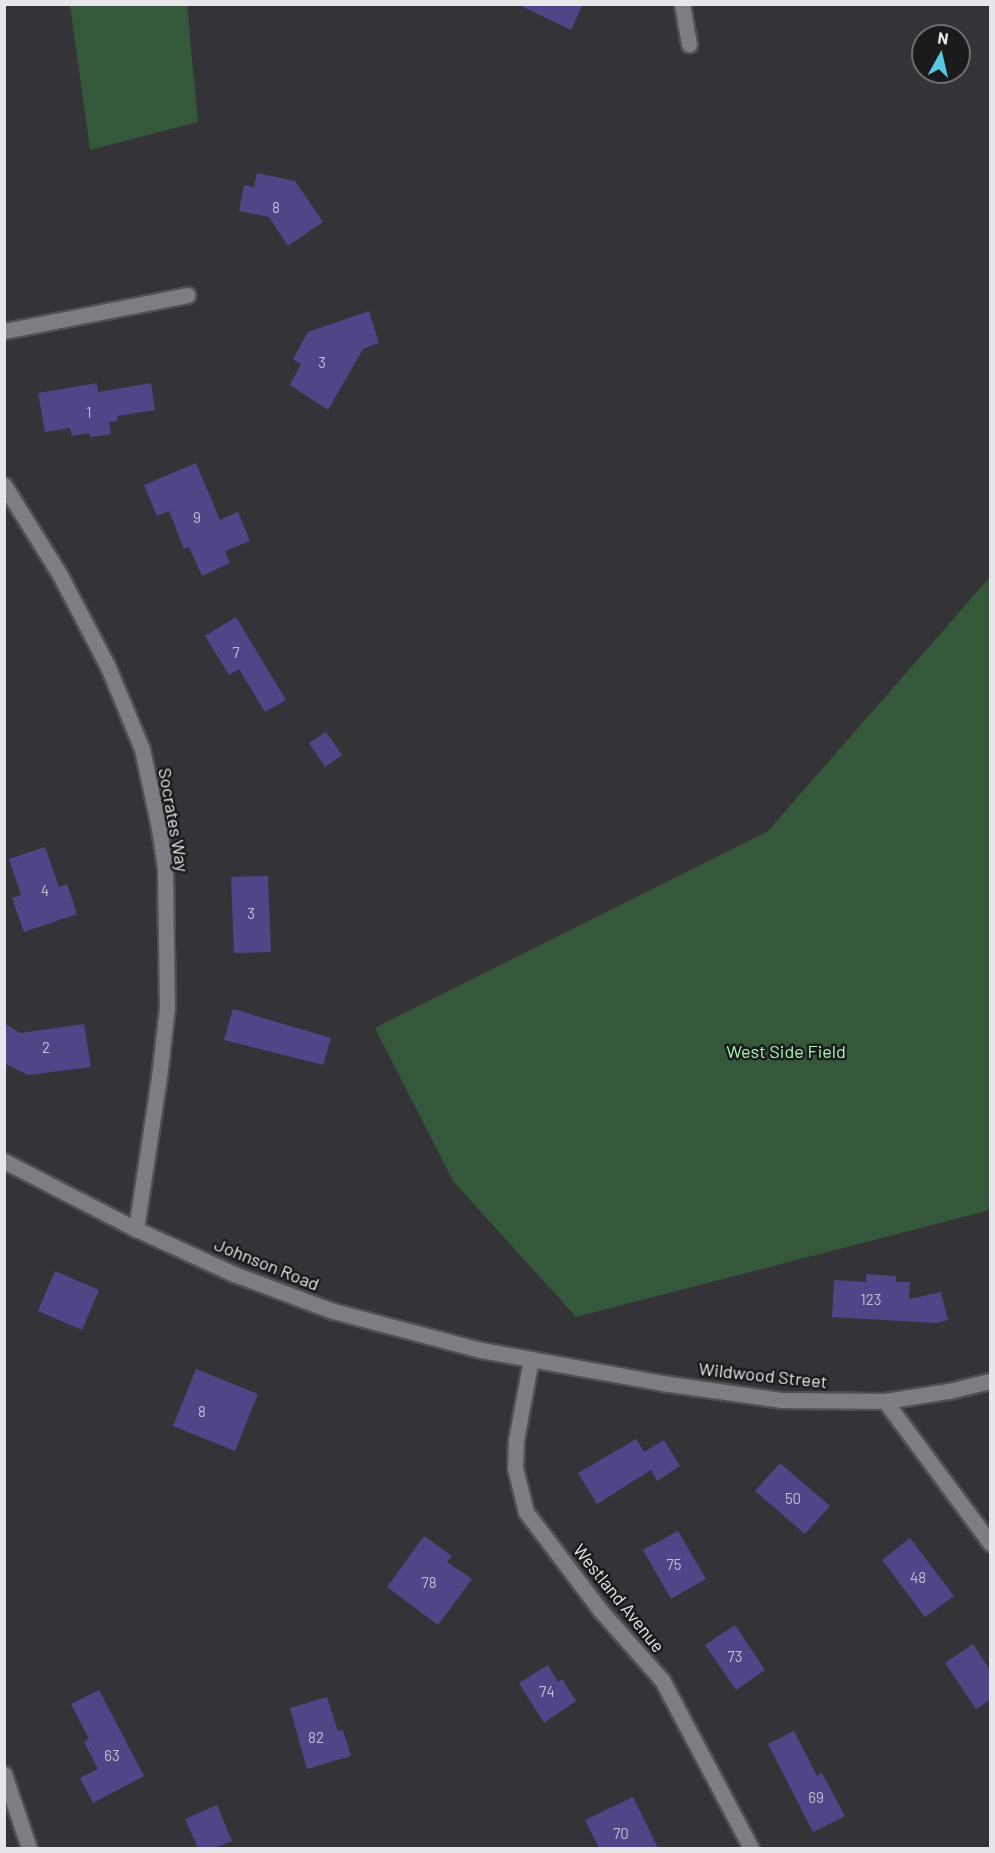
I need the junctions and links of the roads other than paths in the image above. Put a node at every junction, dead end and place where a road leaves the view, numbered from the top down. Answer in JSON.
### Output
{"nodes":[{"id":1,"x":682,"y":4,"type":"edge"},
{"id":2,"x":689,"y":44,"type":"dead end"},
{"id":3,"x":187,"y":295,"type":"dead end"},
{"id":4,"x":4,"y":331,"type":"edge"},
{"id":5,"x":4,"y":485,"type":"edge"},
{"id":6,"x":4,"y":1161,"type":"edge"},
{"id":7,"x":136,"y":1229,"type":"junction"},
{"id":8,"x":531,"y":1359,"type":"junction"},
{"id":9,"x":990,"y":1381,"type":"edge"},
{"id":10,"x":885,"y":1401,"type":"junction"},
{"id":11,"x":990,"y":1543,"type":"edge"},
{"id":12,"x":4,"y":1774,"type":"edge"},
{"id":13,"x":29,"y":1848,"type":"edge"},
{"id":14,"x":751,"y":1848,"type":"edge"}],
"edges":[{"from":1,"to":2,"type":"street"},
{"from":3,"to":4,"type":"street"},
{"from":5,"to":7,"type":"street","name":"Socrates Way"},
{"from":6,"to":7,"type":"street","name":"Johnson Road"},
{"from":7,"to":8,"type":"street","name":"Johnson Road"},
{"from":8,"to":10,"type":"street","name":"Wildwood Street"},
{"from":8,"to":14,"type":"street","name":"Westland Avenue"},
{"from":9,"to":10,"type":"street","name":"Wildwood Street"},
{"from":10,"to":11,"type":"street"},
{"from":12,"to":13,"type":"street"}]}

> _PROBLEM DESCRIPTION_
Return every entry above exactly as written, with no pictures included.

> _EXERCISE RESPONSE_
I need the junctions and links of the roads other than paths in the image above. Put a node at every junction, dead end and place where a road leaves the view, numbered from the top down. Answer in JSON.
### Output
{"nodes":[{"id":1,"x":682,"y":4,"type":"edge"},
{"id":2,"x":689,"y":44,"type":"dead end"},
{"id":3,"x":187,"y":295,"type":"dead end"},
{"id":4,"x":4,"y":331,"type":"edge"},
{"id":5,"x":4,"y":485,"type":"edge"},
{"id":6,"x":4,"y":1161,"type":"edge"},
{"id":7,"x":136,"y":1229,"type":"junction"},
{"id":8,"x":531,"y":1359,"type":"junction"},
{"id":9,"x":990,"y":1381,"type":"edge"},
{"id":10,"x":885,"y":1401,"type":"junction"},
{"id":11,"x":990,"y":1543,"type":"edge"},
{"id":12,"x":4,"y":1774,"type":"edge"},
{"id":13,"x":29,"y":1848,"type":"edge"},
{"id":14,"x":751,"y":1848,"type":"edge"}],
"edges":[{"from":1,"to":2,"type":"street"},
{"from":3,"to":4,"type":"street"},
{"from":5,"to":7,"type":"street","name":"Socrates Way"},
{"from":6,"to":7,"type":"street","name":"Johnson Road"},
{"from":7,"to":8,"type":"street","name":"Johnson Road"},
{"from":8,"to":10,"type":"street","name":"Wildwood Street"},
{"from":8,"to":14,"type":"street","name":"Westland Avenue"},
{"from":9,"to":10,"type":"street","name":"Wildwood Street"},
{"from":10,"to":11,"type":"street"},
{"from":12,"to":13,"type":"street"}]}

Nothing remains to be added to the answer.